L’avenir de l’école française proprement dite est-il compromis entre l’Italie et les Pays-Bas qui, au quinzième siècle, peuvent être considérés comme les deux centres principaux des arts en Europe? Son temps n’est pas encore venu; elle se complaît dans un raffinement de goût et dans une poésie imagée qui donnent un caractère spécial à ses peintures, mais les laissent au-dessous de celles de ses rivales.
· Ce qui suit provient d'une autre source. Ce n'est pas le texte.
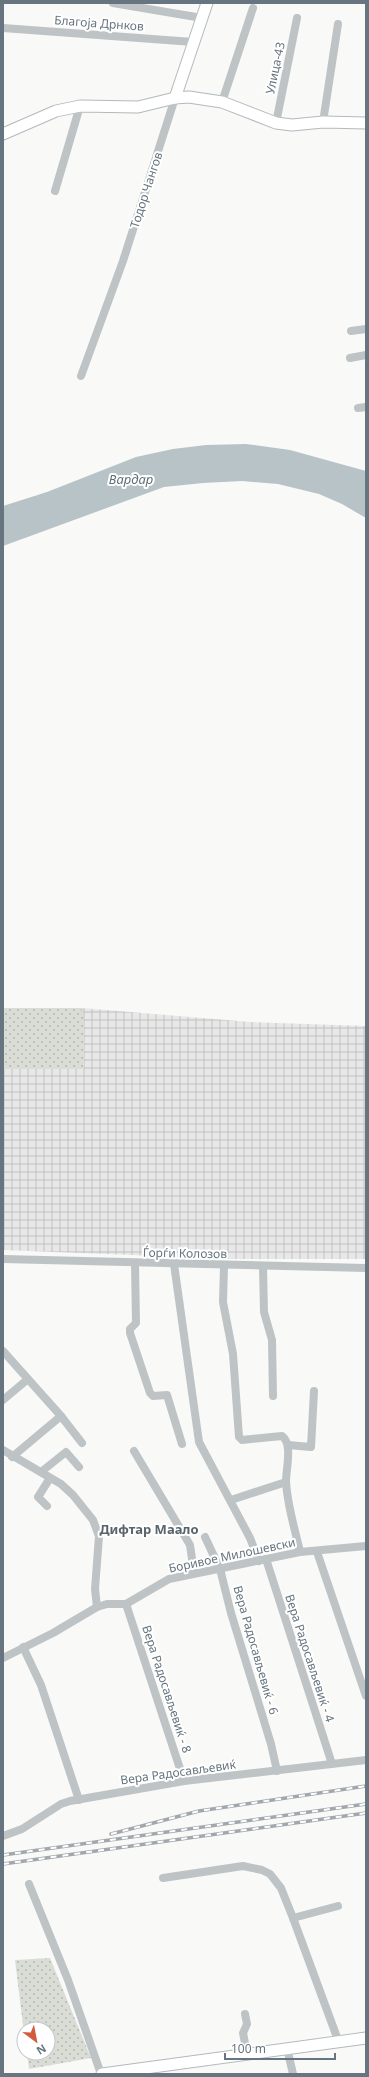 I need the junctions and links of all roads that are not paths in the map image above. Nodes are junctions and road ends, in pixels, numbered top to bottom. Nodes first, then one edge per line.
1 (113, 3) edge
2 (207, 3) edge
3 (253, 8) dead end
4 (202, 18) junction
5 (297, 18) dead end
6 (338, 24) dead end
7 (3, 28) edge
8 (193, 42) junction
9 (175, 98) junction
10 (222, 102) junction
11 (80, 106) junction
12 (323, 122) junction
13 (276, 123) junction
14 (366, 123) edge
15 (3, 134) edge
16 (55, 191) dead end
17 (366, 329) edge
18 (351, 331) dead end
19 (366, 355) edge
20 (350, 358) dead end
21 (81, 376) dead end
22 (3, 1259) edge
23 (135, 1264) junction
24 (174, 1264) junction
25 (224, 1266) junction
26 (263, 1267) junction
27 (366, 1268) edge
28 (3, 1351) edge
29 (28, 1379) junction
30 (314, 1391) dead end
31 (273, 1396) dead end
32 (3, 1400) edge
33 (61, 1416) junction
34 (82, 1443) dead end
35 (182, 1444) dead end
36 (288, 1445) junction
37 (3, 1450) edge
38 (134, 1451) dead end
39 (12, 1457) junction
40 (79, 1467) dead end
41 (40, 1472) junction
42 (50, 1478) junction
43 (286, 1482) junction
44 (231, 1500) junction
45 (47, 1506) dead end
46 (206, 1537) dead end
47 (366, 1546) edge
48 (300, 1552) junction
49 (317, 1552) junction
50 (263, 1560) junction
51 (220, 1569) junction
52 (194, 1573) junction
53 (126, 1604) junction
54 (97, 1607) junction
55 (24, 1647) junction
56 (3, 1658) edge
57 (366, 1696) edge
58 (366, 1760) edge
59 (332, 1764) junction
60 (277, 1771) junction
61 (184, 1781) junction
62 (79, 1800) junction
63 (3, 1836) edge
64 (163, 1878) dead end
65 (30, 1884) dead end
66 (338, 1906) dead end
67 (293, 1918) junction
68 (245, 2014) dead end
69 (366, 2038) edge
70 (338, 2040) junction
71 (287, 2048) junction
72 (247, 2053) junction
73 (107, 2074) edge
74 (293, 2074) edge

1 - 4 street, Благоја Дрнков
2 - 4 street, Тодор Чангов
3 - 10 street
4 - 8 street, Тодор Чангов
5 - 13 street, Улица-43
6 - 12 street
7 - 8 street, Благоја Дрнков
8 - 9 street, Тодор Чангов
9 - 10 street
9 - 11 street
9 - 21 street, Тодор Чангов
10 - 13 street
11 - 15 street
11 - 16 street
12 - 13 street
12 - 14 street
17 - 18 street
19 - 20 street
22 - 23 street, Ѓорѓи Колозов
23 - 24 street, Ѓорѓи Колозов
23 - 35 street
24 - 25 street, Ѓорѓи Колозов
24 - 44 street, Вера Радосављевиќ - 4
25 - 26 street, Ѓорѓи Колозов
25 - 36 street
26 - 27 street, Ѓорѓи Колозов
26 - 31 street
28 - 29 street
29 - 32 street
29 - 33 street
30 - 36 street
33 - 34 street
33 - 39 street
36 - 43 street
37 - 39 street
38 - 52 street
39 - 41 street
40 - 41 street
41 - 42 street
42 - 45 street
42 - 54 street
43 - 44 street
43 - 48 street
44 - 50 street, Вера Радосављевиќ - 4
46 - 51 street, Вера Радосављевиќ - 6
47 - 49 street, Боривое Милошевски
48 - 49 street, Боривое Милошевски
48 - 50 street, Боривое Милошевски
49 - 57 street
50 - 51 street, Боривое Милошевски
50 - 59 street, Вера Радосављевиќ - 4
51 - 52 street, Боривое Милошевски
51 - 60 street, Вера Радосављевиќ - 6
52 - 53 street, Боривое Милошевски
53 - 54 street, Боривое Милошевски
53 - 61 street, Вера Радосављевиќ - 8
54 - 55 street, Боривое Милошевски
55 - 56 street, Боривое Милошевски
55 - 62 street
58 - 59 street, Вера Радосављевиќ
59 - 60 street, Вера Радосављевиќ
60 - 61 street, Вера Радосављевиќ
61 - 62 street, Вера Радосављевиќ
62 - 63 street, Вера Радосављевиќ
64 - 67 street
65 - 73 street
66 - 67 street
67 - 70 street
68 - 72 street
69 - 70 street
70 - 71 street
71 - 72 street
71 - 74 street
72 - 73 street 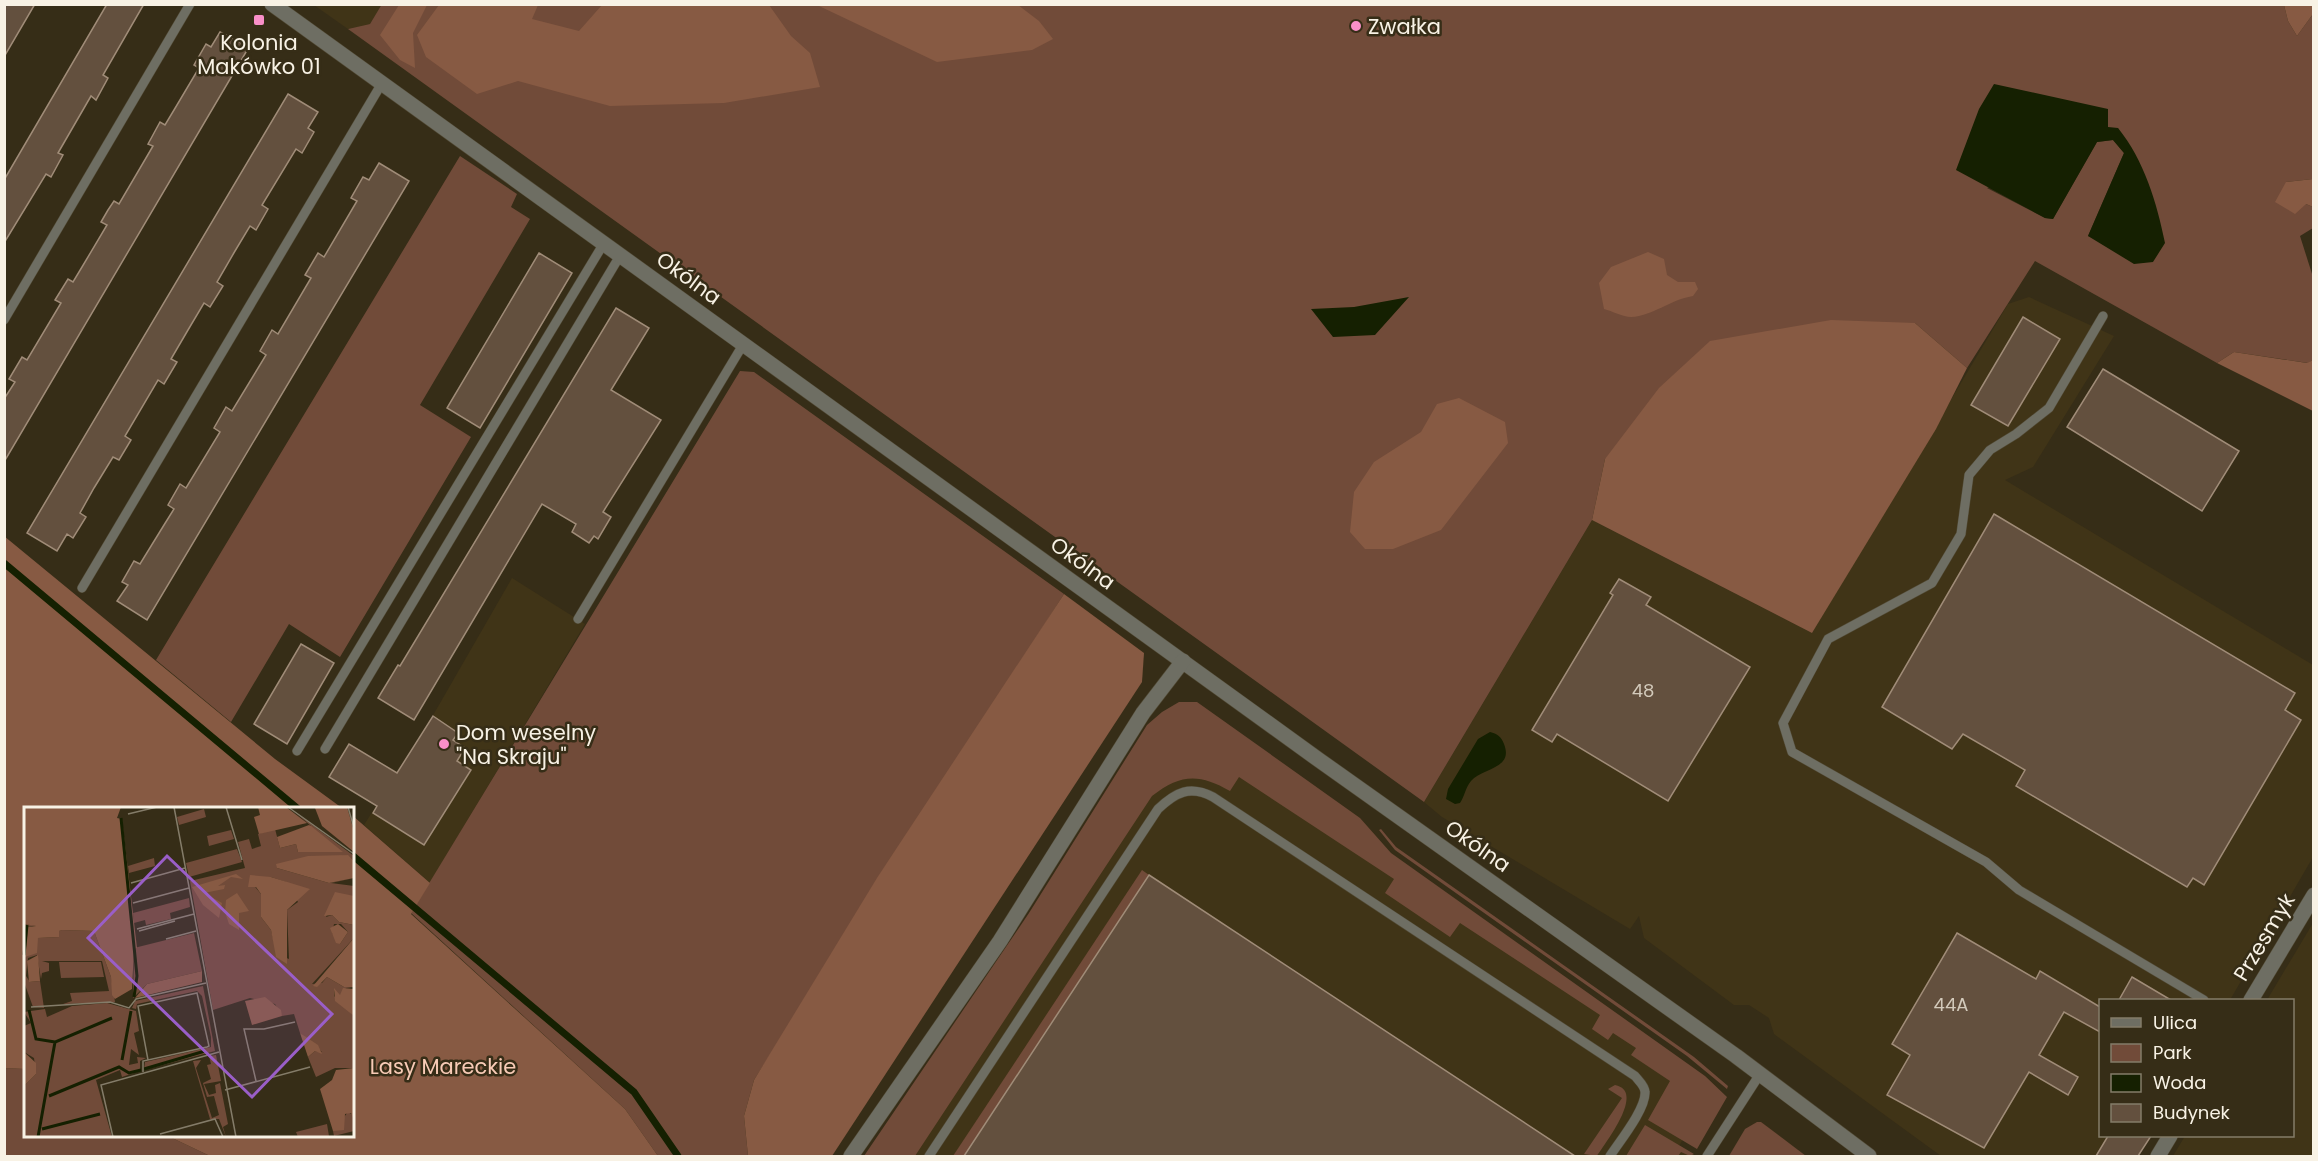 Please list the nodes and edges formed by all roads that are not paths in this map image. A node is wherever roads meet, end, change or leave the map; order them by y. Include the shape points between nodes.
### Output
1 (190, 4) edge
2 (272, 4) edge
3 (382, 83) junction
4 (604, 243) junction
5 (621, 254) junction
6 (2103, 316) dead end
7 (4, 320) edge
8 (744, 343) junction
9 (82, 588) dead end
10 (578, 619) dead end
11 (1183, 661) junction
12 (325, 749) dead end
13 (297, 751) dead end
14 (2313, 895) edge
15 (2202, 999) edge
16 (2252, 999) edge
17 (1760, 1074) junction
18 (2169, 1137) edge
19 (851, 1156) edge
20 (929, 1156) edge
21 (1610, 1156) edge
22 (1707, 1156) edge
23 (1869, 1156) edge
24 (2158, 1156) edge

1 - 7 lane
2 - 3 street, Okólna
3 - 4 street, Okólna
3 - 9 lane
4 - 5 street, Okólna
4 - 13 lane
5 - 8 street, Okólna
5 - 12 lane
6 - 15 lane via 2049,408 1990,450 1969,475 1961,534 1932,583 1828,639 1783,723 1792,752 1986,862 2019,890
8 - 10 lane
8 - 11 street, Okólna
11 - 17 street, Okólna
11 - 19 street via 1143,713 1000,941
14 - 16 street, Przesmyk
17 - 22 lane
17 - 23 street, Okólna
18 - 24 street
20 - 21 lane via 1158,809 1185,790 1200,790 1635,1076 1646,1095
Les miniatures du Bréviaire du duc de Bedford (man. latins, n° 82) qui, par la délicatesse de leurs teintes, l’énergie des têtes, la fermeté du style, la pureté des ajustements, sont attribuables à Jean Van Ecyk, à son frère Hubert et à sa sœur Marguerite, au même titre que celles du Roman de la Table Ronde (man. français, bibl. nat., 6976 et 77) et les illustrations peintes ou calligraphiées attribuées à des Italiens tels que Gherardo, Attavante et Girolamo qui ont travaillé au Missel de Mathias Corvin (bibl. de Bruxelles) ou à Gambagnola de Crémone, qui a orné la Vie de François Sforza (bibl. nat., man. français, n° 9941) sont d’un art beaucoup plus sérieux que les quelques échantillons qui nous restent du talent de notre compatriote Andrieu Beauneveu; celui-ci passe cependant pour le plus habile des artistes entretenus par le duc Jean de Berry, dans son hôtel de Nesles, à Paris.
En feuilletant dans notre bibliothèque nationale les Grandes heures du duc Jean de Berry, on peut se rendre compte, par les seules peintures authentiques que nous ayons d’Andrieu Beauneveu, des qualités que Van Eyck a prises à la miniature française et des défauts qu’il lui a laissés.
Andrieu Beauneveu a peut-être fait des tableaux; le comte de Viel-Castel lui attribue une grisaille sur soie, qui appartient au Louvre, et où l’on voit Charles V et la reine Jeanne de Bourbon agenouillés. Le souvenir que j’ai gardé de cette peinture exposée dans l’ancien musée des souverains, me la représente comme une image sans caractère, elle tient seulement un rang honorable parmi les œuvres spéciales et fréquentes que les peintres-valets de l’époque exécutaient sur la soie des bannières et des pennons; le duc de Berry a encore employé à ce dernier office un peintre du nom de Jean de Laval, inférieur sans doute à Andrieu Beauneveu.
Pendant qu’un soldat de l’armée de Charles le Téméraire était recueilli blessé à l’hôpital de Bruges et continuait la gloire de Van Eyck en composant, pour payer l’hospitalité et les soins reçus, les prodigieuses peintures signées du nom de Hemling, Louis XI accordait le titre de peintre du roi au miniaturiste français Jean Fouquet, de Tours. Les miniatures de ce dernier ont une valeur réelle, mais elles cèdent le pas à celles que Hemling exécuta avec ses élèves Gérard de Gand et Livin d’Anvers, pour le Bréviaire de Grimani (bibl. de Saint-Marc, à Venise). Néanmoins Jean Fouquet est une personnalité française, en face de laquelle il convient de faire une halte plus longue. Il fera l’objet d’une partie de ma prochaine leçon.